Using lncRNA microarray analysis, we detected aberrantly expressed lncRNAs between three chemo-sensitive tissues and three chemo-insensitive tissues from TSCC patients (Fig. 1a). Using RT-qPCR, we further validated the expression levels of differential lncRNAs in cisplatin-resistant TSCC cells compared with their parental cells, which we had previously constructed[13]. Then we focused on the top ten upregulated lncRNAs in chemo-insensitive samples, and interestingly, lncRNA KCNQ1OT1 was the most upregulated lncRNA in both chemo-insensitive TSCC samples and cisplatin-resistant TSCC cells (Fig. 1b, c).

Fig. 1

KCNQ1OT1 is identified as a cisplatin resistant tongue-cancer-related lncRNA, predicts disease prognosis and mainly locates in cytoplasm.

aThe differentially expressed lncRNAs between three chemo-insensitive tissues and three chemo-sensitive tissues were detected using a microarray. b,c The results from microarray analysis were validated in cisplatin-resistant tongue cancer cells and their parental cells by RT-qPCR. d The expression of KCNQ1OT1 in adjacent normal tissues, chemo-sensitive samples and chemo-insensitive TSCC tissues was examined by RT-qPCR. e The progression-free survival rates of 102 TSCC patients were compared in the KCNQ1OT1-low and KCNQ1OT1-high groups. f Representative images of in situ hybridization for KCNQ1OT1in paraffin-embedded TSCC tissues and adjacent normal tissues (scale bar: 100 μM). g The proportion of KCNQ1OT1 in CAL27-res and SCC9-res cells was detected by RT-qPCR

Next we examined KCNQ1OT1 expression levels in 95 adjacent normal tissues and 102 TSCC tissues that were divided into either the chemo-insensitive group (N = 58) and chemo-sensitive group (N = 44).

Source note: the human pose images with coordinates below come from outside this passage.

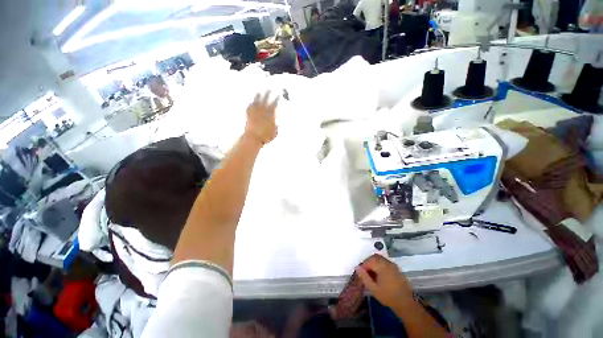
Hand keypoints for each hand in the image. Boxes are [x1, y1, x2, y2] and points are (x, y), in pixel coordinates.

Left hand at [245, 91, 278, 145]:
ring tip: (259, 92)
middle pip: (266, 99)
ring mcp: (255, 111)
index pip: (274, 104)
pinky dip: (251, 103)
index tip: (278, 95)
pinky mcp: (248, 114)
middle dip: (268, 93)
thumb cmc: (265, 137)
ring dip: (258, 96)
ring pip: (257, 101)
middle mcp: (262, 110)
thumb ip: (276, 127)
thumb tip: (278, 124)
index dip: (276, 99)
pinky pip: (250, 106)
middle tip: (269, 89)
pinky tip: (252, 102)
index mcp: (270, 114)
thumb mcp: (274, 133)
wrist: (253, 137)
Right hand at [356, 254, 413, 309]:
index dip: (363, 265)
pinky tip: (378, 274)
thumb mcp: (373, 289)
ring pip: (380, 258)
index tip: (360, 272)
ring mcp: (393, 265)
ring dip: (374, 263)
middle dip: (368, 262)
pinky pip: (385, 262)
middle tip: (364, 271)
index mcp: (382, 266)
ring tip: (371, 273)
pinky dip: (379, 264)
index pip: (369, 260)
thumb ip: (364, 277)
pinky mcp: (396, 268)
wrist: (406, 303)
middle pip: (375, 257)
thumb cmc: (388, 296)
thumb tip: (357, 267)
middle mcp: (388, 263)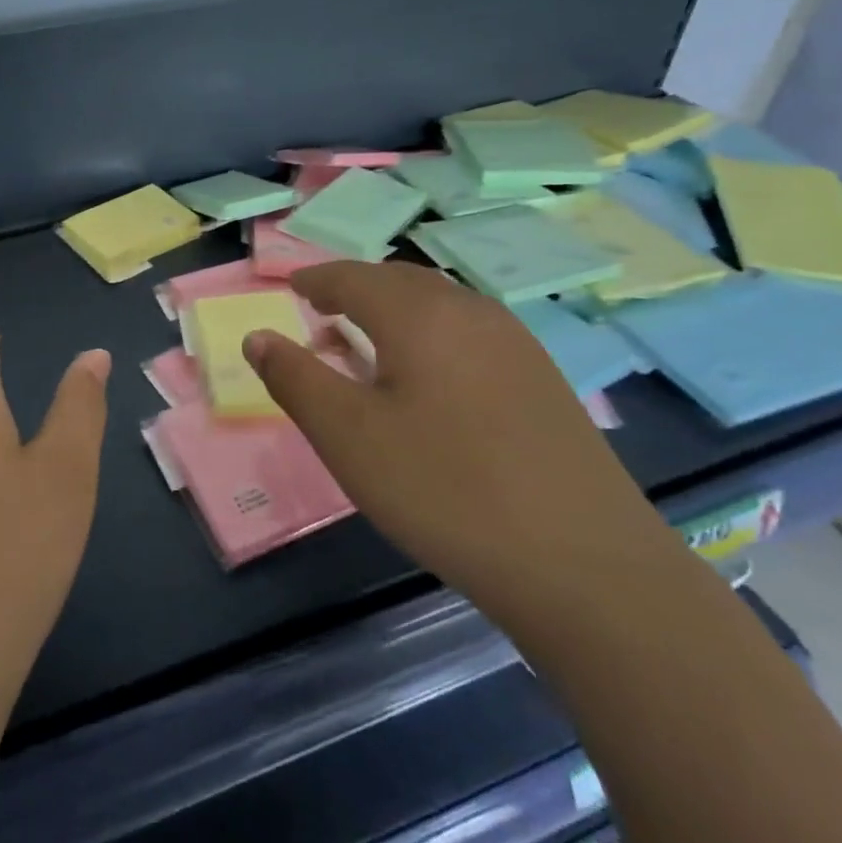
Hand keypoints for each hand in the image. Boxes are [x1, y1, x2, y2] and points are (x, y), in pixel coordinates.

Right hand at [243, 262, 664, 610]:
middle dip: (356, 289)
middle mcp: (470, 311)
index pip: (353, 277)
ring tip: (369, 340)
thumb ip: (295, 378)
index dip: (316, 279)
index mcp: (419, 314)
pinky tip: (431, 376)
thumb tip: (257, 337)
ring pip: (439, 304)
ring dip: (396, 310)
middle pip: (399, 280)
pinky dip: (432, 334)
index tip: (292, 288)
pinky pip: (470, 332)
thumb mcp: (348, 436)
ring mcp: (515, 342)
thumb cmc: (444, 490)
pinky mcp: (542, 378)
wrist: (584, 565)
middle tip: (323, 310)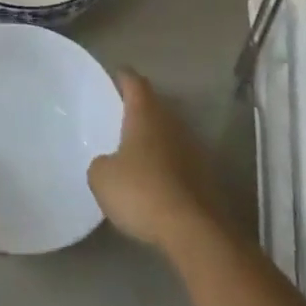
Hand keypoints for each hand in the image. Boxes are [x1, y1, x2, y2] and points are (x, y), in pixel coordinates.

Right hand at [88, 71, 227, 255]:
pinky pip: (178, 159)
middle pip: (154, 105)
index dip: (123, 76)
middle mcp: (171, 122)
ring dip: (154, 137)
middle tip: (120, 115)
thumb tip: (108, 164)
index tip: (115, 75)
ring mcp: (192, 148)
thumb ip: (101, 163)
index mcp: (145, 113)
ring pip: (168, 132)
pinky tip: (153, 179)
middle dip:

As shown in Fig. 1d, the KCNQ1OT1 level was increased significantly in TSCC specimens compared with adjacent normal tissues. Moreover, the expression levels of KCNQ1OT1 were higher in TSCC tissues obtained from chemo-insensitive TSCC patients than that in chemo-sensitive TSCC samples (p < 0.01). We also found that the expression of KCNQ1OT1 was correlated with Gleason score, T stage, and lymph node status (Table 1). In addition, Kaplan-Meier survival analysis indicated that increased KCNQ1OT1 expression in TSCC tissues was significantly associated with a lower rate of overall survival (p < 0.01) (Fig. 1e). Finally, using in situ hybridization (ISH) and RT-qPCR arrays, we found that KCNQ1OT1 was mainly expressed in the cytoplasm (Fig. 1f, g). These results indicated that the lncRNA KCNQ1OT1 may be involved in the occurrence and development of chemo-resistance, and it may serve as a potential marker to predict chemo-responsiveness and prognosis in TSCC patients.

Table 1

Correlation among clinicopathologic status and the expression of KCNQ1OT1 in TSCC patients

Characteristic	KCNQ1OT1(%)		P
	No. of high expression	No. of low expression
Sex			0.557
Male	23(39.7)	35(60.3)
Female	20(45.5)	24(54.5)
Age			0.994
<50	16(42.1)	22(57.9)
≥50	27(42.2)	37(57.8)
Node metastasis			0.130
N0	19(35.2)	35(64.8)
N+	24(50.0)	24(50.0)
Clinical stage			0.807
III	20(43.5)	26(56.5)
IV	23(41.1)	33(58.9)
Status			0.002
Survival	18(29.5)	43(70.5)
Death	25(61.0)	16(39.0)
Cisplatin			0.001
Sensitive	10(22.7)	34(77.3)
Non-sensitive	33(56.9)	25(43.1)

Knockdown of KCNQ1OT1 inhibits TSCC cell proliferation and chemoresistance

To further elucidate the role of KCNQ1OT1 in TSCC progression, we downregulated KCNQ1OT1 expression in TSCC cells using two specific siRNAs targeting KCNQ1OT1. KCNQ1OT1 was markedly inhibited in CAL27, SCC9, CAL27-res, and SCC9-res cells after transfecting siRNAs targeting KCNQ1OT1 (Fig. 2a). The MTS assay showed that KCNQ1OT1 downregulation significantly inhibited cell growth in cisplatin-resistant cells and their parental cells (Fig. 2b, d). Consistent with this data, compared with the control group, the group with KCNQ1OT1 knocked down had fewer and smaller colony formations (Fig. 2c, Supplementary Fig. 1a). In addition, using EdU assays, we observed a decrease in cell division after KCNQ1OT1 was deleted (Fig. 2e, Supplementary Fig. 1b).

Fig. 2

Knockdown of KCNQ1OT1 inhibits tongue cancer cell proliferation.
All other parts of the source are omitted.